Cassidy teaches in the department's Transportation Engineering program. He is internationally known for his fundamental contributions to traffic flow theory, and is the preeminent experimentalist in the field.

Some of his discoveries are by now classics. They include: (1) proving with field experiments the existence of the so-called “capacity drop” phenomenon at freeway bottlenecks; (2) demonstrating that disruptive lane changes cause and sustain the drop; (3) showing that observed phase transitions in traffic flow can be explained with standard models; (4) demonstrating the scatter in traffic data disappears and a clear fundamental diagram emerges if one controls for stationarity. Discoveries 1, 2 and 4 have forced theoreticians to reformulate models of multi-lane traffic so they can explicitly account for the disruptions of lane changes.
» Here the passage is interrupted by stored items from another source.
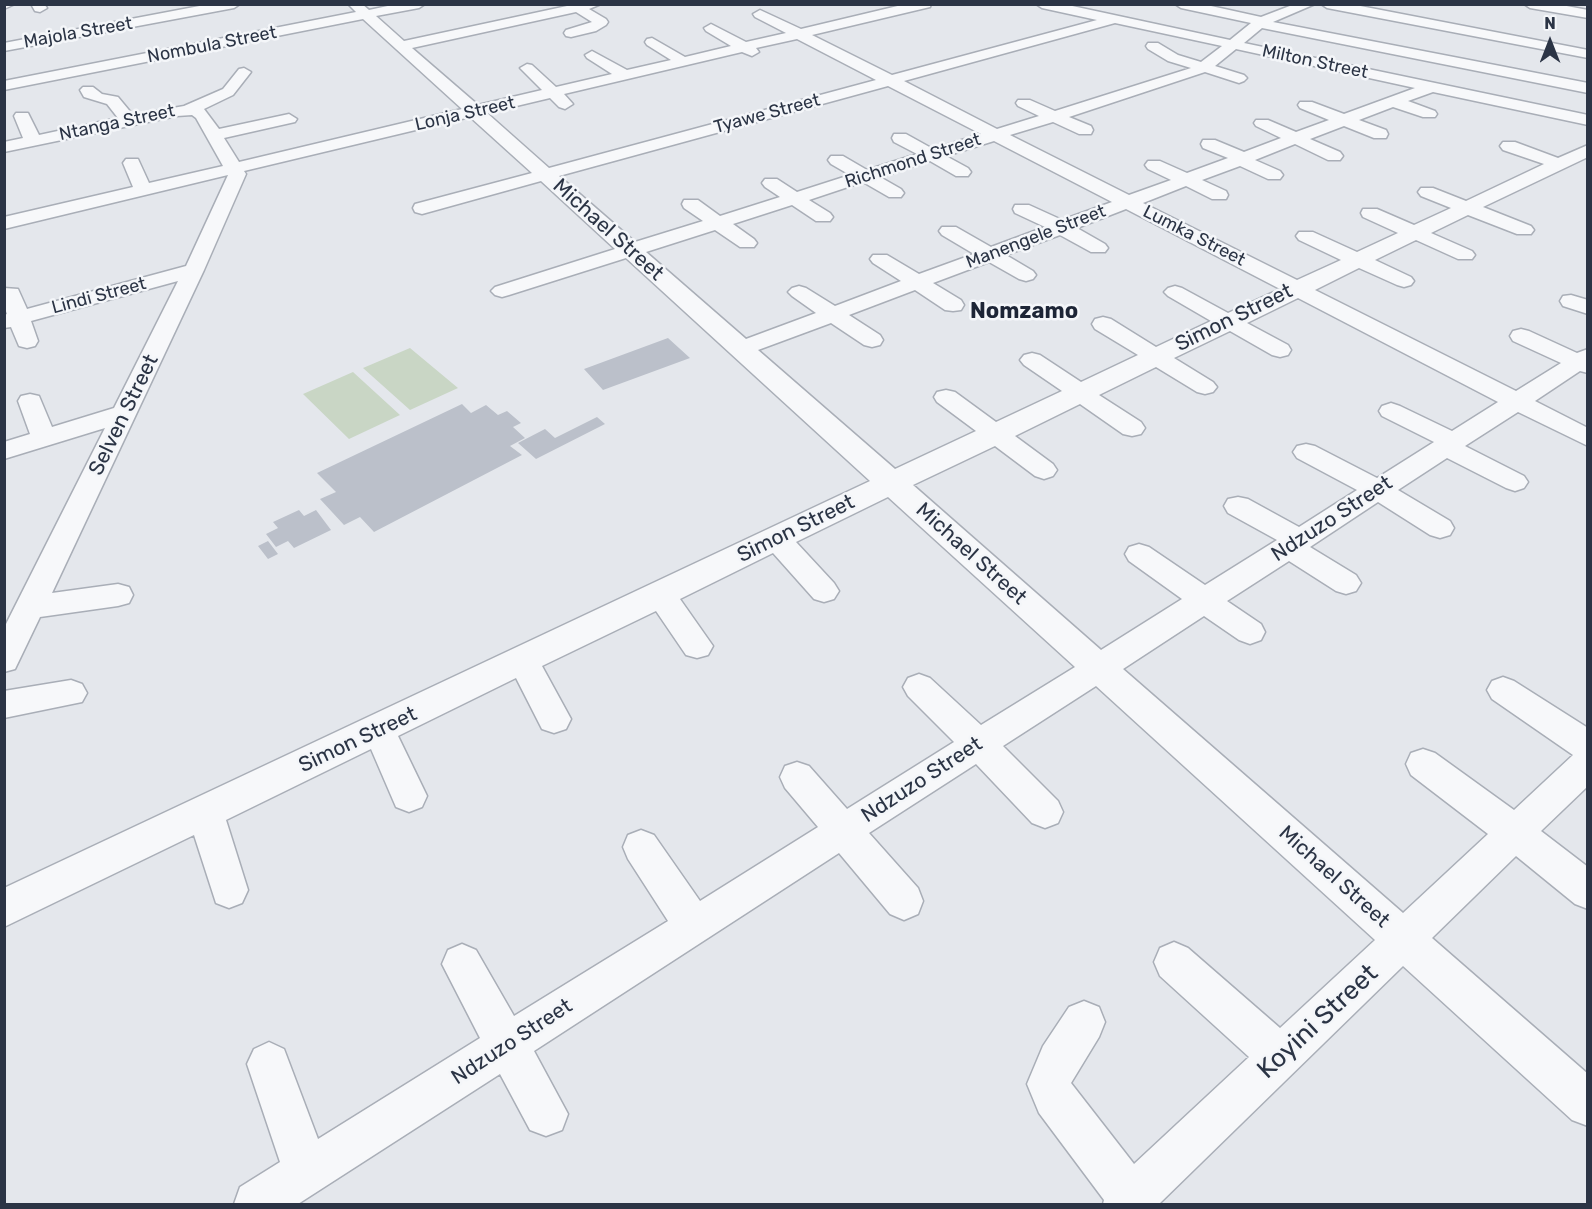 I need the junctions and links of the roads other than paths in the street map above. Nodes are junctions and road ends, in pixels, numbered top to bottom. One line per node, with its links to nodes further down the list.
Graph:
1 (419, 4): 12 (street, Nombula Street)
2 (595, 4): 9 (street)
3 (1181, 4): 20 (street)
4 (1310, 4): 11 (street, Richmond Street)
5 (1327, 4): 38 (street)
6 (1392, 4): 29 (street)
7 (1530, 4): 17 (street)
8 (1046, 5): 18 (street, Milton Street)
9 (575, 6): 24 (street); 33 (street)
10 (899, 7): 13 (street, Lonja Street); 19 (street, Lonja Street)
11 (1281, 8): 20 (street, Richmond Street); 46 (street)
12 (359, 10): 26 (street, Nombula Street); 33 (street, Michael Street)
13 (928, 12)
14 (230, 13): 26 (street, Majola Street); 35 (street, Majola Street)
15 (760, 14): 25 (street, Lumka Street)
16 (836, 14): 19 (street)
17 (1587, 14)
18 (1112, 16): 27 (street, Tyawe Street); 32 (street, Milton Street)
19 (853, 21): 23 (street); 25 (street, Lonja Street)
20 (1261, 22): 32 (street, Richmond Street); 54 (street)
21 (711, 28): 36 (street)
22 (1024, 28): 27 (street)
23 (876, 31)
24 (572, 33)
25 (800, 35): 36 (street, Lonja Street); 50 (street, Lumka Street)
26 (251, 37): 52 (street, Nombula Street)
27 (1047, 37): 31 (street); 37 (street, Tyawe Street)
28 (975, 40): 37 (street)
29 (1587, 40)
30 (652, 42): 42 (street)
31 (1066, 45)
32 (1232, 45): 44 (street, Richmond Street); 53 (street, Milton Street)
33 (400, 46): 69 (street, Michael Street)
34 (1153, 46): 44 (street)
35 (4, 47)
36 (744, 48): 40 (street); 42 (street, Lonja Street)
37 (999, 50): 41 (street); 50 (street, Tyawe Street)
38 (1587, 54)
39 (592, 55): 48 (street)
40 (765, 60)
41 (1021, 60)
42 (684, 62): 48 (street, Lonja Street)
43 (527, 68): 58 (street)
44 (1203, 68): 49 (street); 51 (street, Richmond Street)
45 (244, 72): 66 (street)
46 (1581, 72)
47 (1140, 74): 51 (street)
48 (620, 77): 56 (street); 58 (street, Lonja Street)
49 (1239, 78)
50 (888, 80): 59 (street, Tyawe Street); 85 (street, Lumka Street)
51 (1159, 83): 57 (street); 60 (street, Richmond Street)
52 (4, 86)
53 (1431, 87): 61 (street, Manengele Street); 76 (street, Milton Street)
54 (1587, 87)
55 (88, 90): 77 (street)
56 (639, 90)
57 (1178, 91)
58 (554, 93): 65 (street); 69 (street, Lonja Street)
59 (820, 93): 68 (street); 70 (street, Tyawe Street)
60 (1102, 96): 67 (street); 73 (street, Richmond Street)
61 (1392, 101): 71 (street); 75 (street, Manengele Street)
62 (1024, 103): 73 (street)
63 (1306, 105): 75 (street)
64 (748, 106): 70 (street)
65 (569, 108)
66 (190, 110): 77 (street, Ntanga Street); 84 (street, Ntanga Street)
67 (1131, 110)
68 (849, 111)
69 (476, 112): 102 (street, Lonja Street); 104 (street, Michael Street)
70 (764, 114): 80 (street); 82 (street, Tyawe Street)
71 (1429, 114)
72 (22, 116): 91 (street)
73 (1053, 116): 81 (street); 85 (street, Richmond Street)
74 (289, 119): 84 (street)
75 (1344, 119): 83 (street); 88 (street, Manengele Street)
76 (1587, 120)
77 (129, 121): 91 (street, Ntanga Street)
78 (681, 123): 82 (street)
79 (1262, 123): 88 (street)
80 (785, 125)
81 (1084, 130)
82 (696, 133): 93 (street, Tyawe Street)
83 (1380, 134)
84 (215, 135): 102 (street, Ntanga Street)
85 (994, 135): 94 (street, Richmond Street); 117 (street, Lumka Street)
86 (605, 137): 93 (street)
87 (900, 138): 94 (street)
88 (1296, 138): 95 (street); 96 (street, Manengele Street)
89 (1209, 144): 96 (street)
90 (1509, 146): 100 (street)
91 (20, 148)
92 (1587, 150): 100 (street, Simon Street)
93 (626, 152): 99 (street); 104 (street, Tyawe Street)
94 (931, 155): 103 (street); 106 (street, Richmond Street)
95 (1334, 156)
96 (1241, 158): 105 (street); 107 (street, Manengele Street)
97 (837, 160): 106 (street)
98 (132, 163): 110 (street)
99 (643, 164)
100 (1559, 164): 120 (street, Simon Street)
101 (1154, 165): 107 (street)
102 (235, 168): 110 (street, Lonja Street); 141 (street, Selven Street)
103 (962, 172)
104 (546, 174): 119 (street, Tyawe Street); 136 (street, Michael Street)
105 (1274, 175)
106 (865, 176): 112 (street); 115 (street, Richmond Street)
107 (1186, 179): 114 (street); 117 (street, Manengele Street)
108 (440, 183): 119 (street)
109 (771, 183): 115 (street)
110 (143, 190): 116 (street, Lonja Street)
111 (1427, 192): 120 (street)
112 (895, 193)
113 (36, 194): 123 (street)
114 (1219, 195)
115 (793, 199): 125 (street); 128 (street, Richmond Street)
116 (101, 200): 123 (street, Lonja Street); 126 (street)
117 (1127, 202): 129 (street, Manengele Street); 145 (street, Lumka Street)
118 (690, 204): 128 (street)
119 (462, 206): 121 (street, Tyawe Street)
120 (1467, 207): 130 (street); 132 (street, Simon Street)
121 (422, 208)
122 (1022, 209): 129 (street)
123 (45, 213): 127 (street, Lonja Street)
124 (1370, 213): 132 (street)
125 (823, 217)
126 (110, 222)
127 (4, 223)
128 (717, 224): 134 (street); 136 (street, Richmond Street)
129 (1061, 227): 135 (street); 137 (street, Manengele Street)
130 (1524, 230)
131 (949, 231): 137 (street)
132 (1415, 232): 138 (street); 140 (street, Simon Street)
133 (1306, 236): 140 (street)
134 (747, 243)
135 (1098, 248)
136 (631, 251): 146 (street, Richmond Street); 158 (street, Michael Street)
137 (992, 254): 142 (street); 144 (street, Manengele Street)
138 (1465, 255)
139 (879, 259): 144 (street)
140 (1358, 259): 143 (street); 145 (street, Simon Street)
141 (194, 270): 152 (street, Lindi Street); 169 (street, Selven Street)
142 (1026, 275)
143 (1404, 281)
144 (919, 282): 150 (street); 151 (street, Manengele Street)
145 (1297, 288): 153 (street, Simon Street); 167 (street, Lumka Street)
146 (502, 291)
147 (799, 292): 151 (street)
148 (1175, 292): 153 (street)
149 (11, 293): 152 (street)
150 (953, 305)
151 (832, 315): 156 (street); 158 (street, Manengele Street)
152 (12, 320): 157 (street)
153 (1230, 321): 159 (street); 160 (street, Simon Street)
154 (1103, 324): 160 (street)
155 (1521, 336): 162 (street)
156 (872, 340)
157 (27, 341)
158 (741, 350): 179 (street, Michael Street)
159 (1280, 351)
160 (1154, 357): 163 (street); 164 (street, Simon Street)
161 (1032, 360): 164 (street)
162 (1584, 362): 167 (street, Ndzuzo Street)
163 (1205, 387)
164 (1080, 393): 170 (street); 171 (street, Simon Street)
165 (946, 397): 171 (street)
166 (30, 401): 173 (street)
167 (1516, 402): 172 (street, Lumka Street); 174 (street, Ndzuzo Street)
168 (1391, 411): 174 (street)
169 (125, 413): 173 (street); 191 (street, Selven Street)
170 (1132, 428)
171 (997, 433): 177 (street); 179 (street, Simon Street)
172 (1587, 438)
173 (44, 439): 175 (street)
174 (1450, 445): 178 (street); 180 (street, Ndzuzo Street)
175 (4, 451)
176 (1306, 452): 180 (street)
177 (1044, 470)
178 (1515, 482)
179 (891, 483): 183 (street, Simon Street); 196 (street, Michael Street)
180 (1378, 490): 182 (street); 184 (street, Ndzuzo Street)
181 (1238, 506): 184 (street)
182 (1440, 528)
183 (777, 539): 187 (street); 189 (street, Simon Street)
184 (1295, 543): 186 (street); 190 (street, Ndzuzo Street)
185 (1139, 554): 190 (street)
186 (1346, 583)
187 (824, 591)
188 (118, 595): 191 (street)
189 (661, 595): 193 (street); 195 (street, Simon Street)
190 (1204, 601): 192 (street); 196 (street, Ndzuzo Street)
191 (19, 620): 194 (street, Selven Street)
192 (1250, 632)
193 (698, 646)
194 (4, 660)
195 (523, 661): 201 (street); 202 (street, Simon Street)
196 (1098, 668): 203 (street, Ndzuzo Street); 219 (street, Michael Street)
197 (919, 687): 203 (street)
198 (1503, 690): 204 (street)
199 (71, 693): 200 (street)
200 (4, 705)
201 (554, 719)
202 (379, 730): 208 (street); 209 (street, Simon Street)
203 (979, 744): 210 (street); 211 (street, Ndzuzo Street)
204 (1587, 747)
205 (1587, 763): 212 (street, Koyini Street)
206 (1423, 764): 212 (street)
207 (797, 777): 211 (street)
208 (409, 796)
209 (205, 812): 214 (street); 217 (street, Simon Street)
210 (1045, 812)
211 (844, 830): 216 (street); 218 (street, Ndzuzo Street)
212 (1514, 832): 215 (street); 219 (street, Koyini Street)
213 (641, 847): 218 (street)
214 (229, 890)
215 (1587, 891)
216 (904, 901)
217 (4, 908)
218 (694, 926): 223 (street, Ndzuzo Street)
219 (1405, 940): 224 (street, Koyini Street); 226 (street, Michael Street)
220 (1173, 962): 224 (street)
221 (462, 964): 223 (street)
222 (1084, 1022): 229 (street)
223 (509, 1044): 227 (street); 228 (street, Ndzuzo Street)
224 (1281, 1057): 229 (street, Koyini Street)
225 (268, 1064): 228 (street)
226 (1587, 1104)
227 (546, 1114)
228 (307, 1173): 230 (street, Ndzuzo Street)
229 (1131, 1203)
230 (257, 1204)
Cassidy has also developed traffic control methods that exploit these discoveries, such as coordinated ramp metering strategies and lane speed controls. He has shown the significant impact they have on congestion and greenhouse gas emissions.

Cassidy serves as the director of UC-CONNECT, a new multi-campus research center. Earlier in 2014, he received the Cunard Award for best paper in Transportation Research Board's Operations Section.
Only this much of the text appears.